Basically, the P-G’s editor-in-chief, a Pulitzer Prize-winning journalist by the name of David Shribman, was interested in having a page where literally any idea could run. He wanted something experimental and unique — a place where journalists could stretch their idea muscles in a fashion that might cause some scowling and consternation in a more serious section. If you’re a journalist yourself, you will probably recognize that brand of thinking as the sort of thing that always sounds clever during the weekly meeting, but tends to crash and burn when put into actual practice. Somehow that hasn’t been the case with the Next Page, however — a fact that is most likely due to the impressive efforts of Allison.

One of my favorite Next Page pieces was written by John Schulman, a guy who co-owns a used-book store here in Pittsburgh called Caliban Book Shop. John’s essay ran during the holidays, and was a sort of self-depricating first-person piece. It explored the concept of New Year’s resolutions from the viewpoint of a “balding flabby guy in [his] 40s.”

There was a particularly interesting piece written by a recent college graduate who’d gone off to teach English in China. It was designed to resemble a series of blog posts.

Click here to see a fantastic Next Page piece put together by a local design firm. It’s laid out to look like a comic book, and uses the model of a successful public-transportation system in Brazil to suggest how we might fix our own transport problems in Pittsburgh.

And click here to see a useful entry from March 18 called “Tools of the Trade”; it explains in precise detail how Blak Block-style protestors use unconventional methods to foil local law enforcement during demonstrations.  

If you’d like to see more of these, click here, and then enter the words “Next Page” into the search engine.
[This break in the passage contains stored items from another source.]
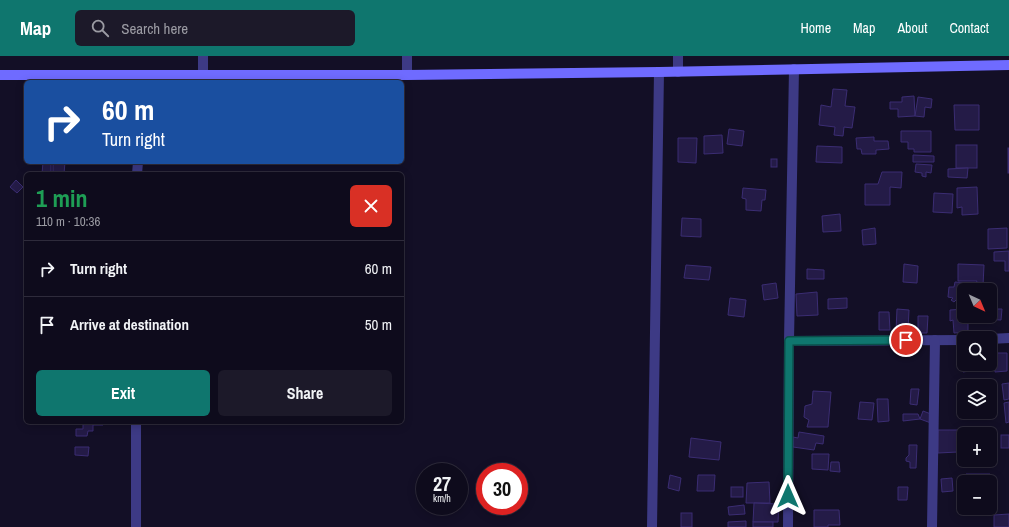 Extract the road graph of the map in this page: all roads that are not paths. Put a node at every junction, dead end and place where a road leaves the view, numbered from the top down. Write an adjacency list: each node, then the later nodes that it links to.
1 (203, 56): 9 (street)
2 (408, 56): 10 (street)
3 (678, 56): 7 (street)
4 (1009, 64): 5 (main road)
5 (794, 69): 7 (main road); 16 (street)
6 (659, 72): 7 (main road); 10 (main road); 19 (street)
7 (678, 72)
8 (0, 75): 11 (main road)
9 (203, 75): 10 (main road); 11 (main road)
10 (407, 75)
11 (138, 79)
12 (1009, 338): 13 (street)
13 (997, 339)
14 (935, 340): 15 (street); 16 (street); 21 (street)
15 (957, 340)
16 (789, 341): 20 (street)
17 (136, 424): 18 (street)
18 (136, 527)
19 (652, 527)
20 (788, 527)
21 (932, 527) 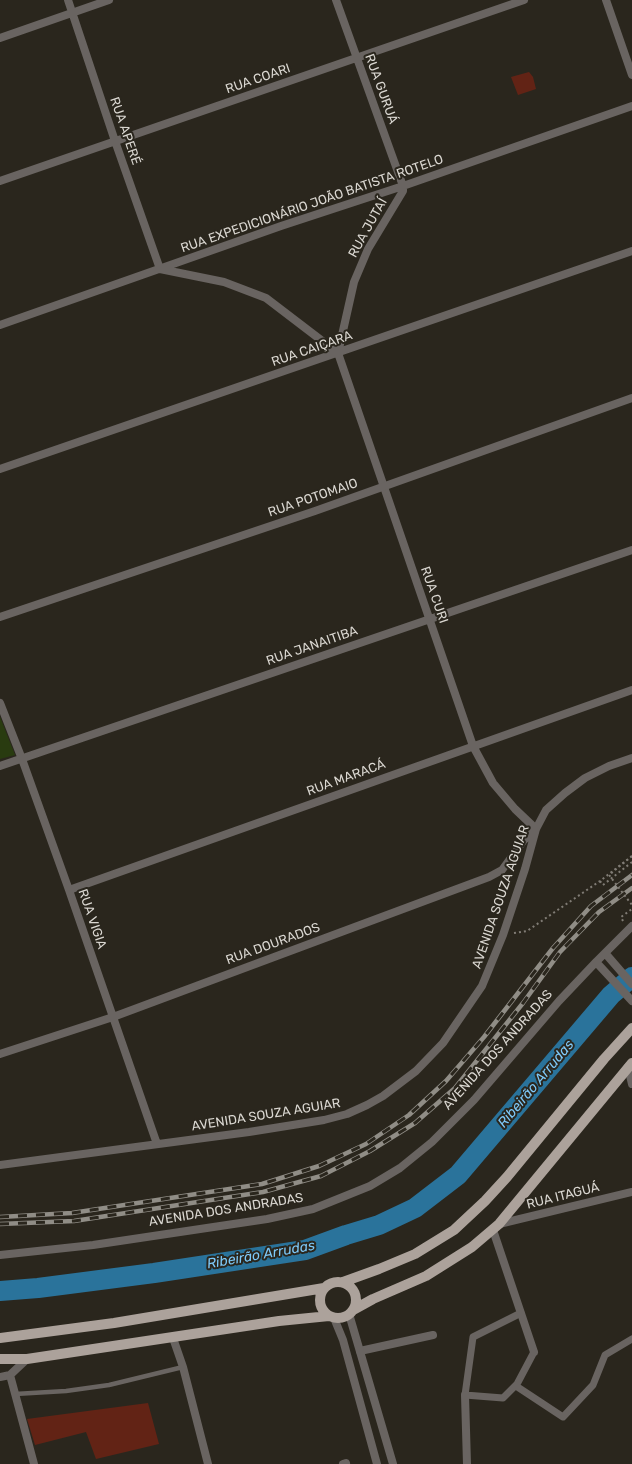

However, because of the way artists are graphic designers are given free reign to fill out the section’s white space, the online versions of these stories simply do not do the print versions justice. So you’ll have to use your imagination. Or better yet, pay a visit to Pittsburgh and pick up the Sunday paper while you’re here.     

Finally: Can anyone out there explain to me why I can’t seem to go more than 24 hours without checking this incredibly addictive site?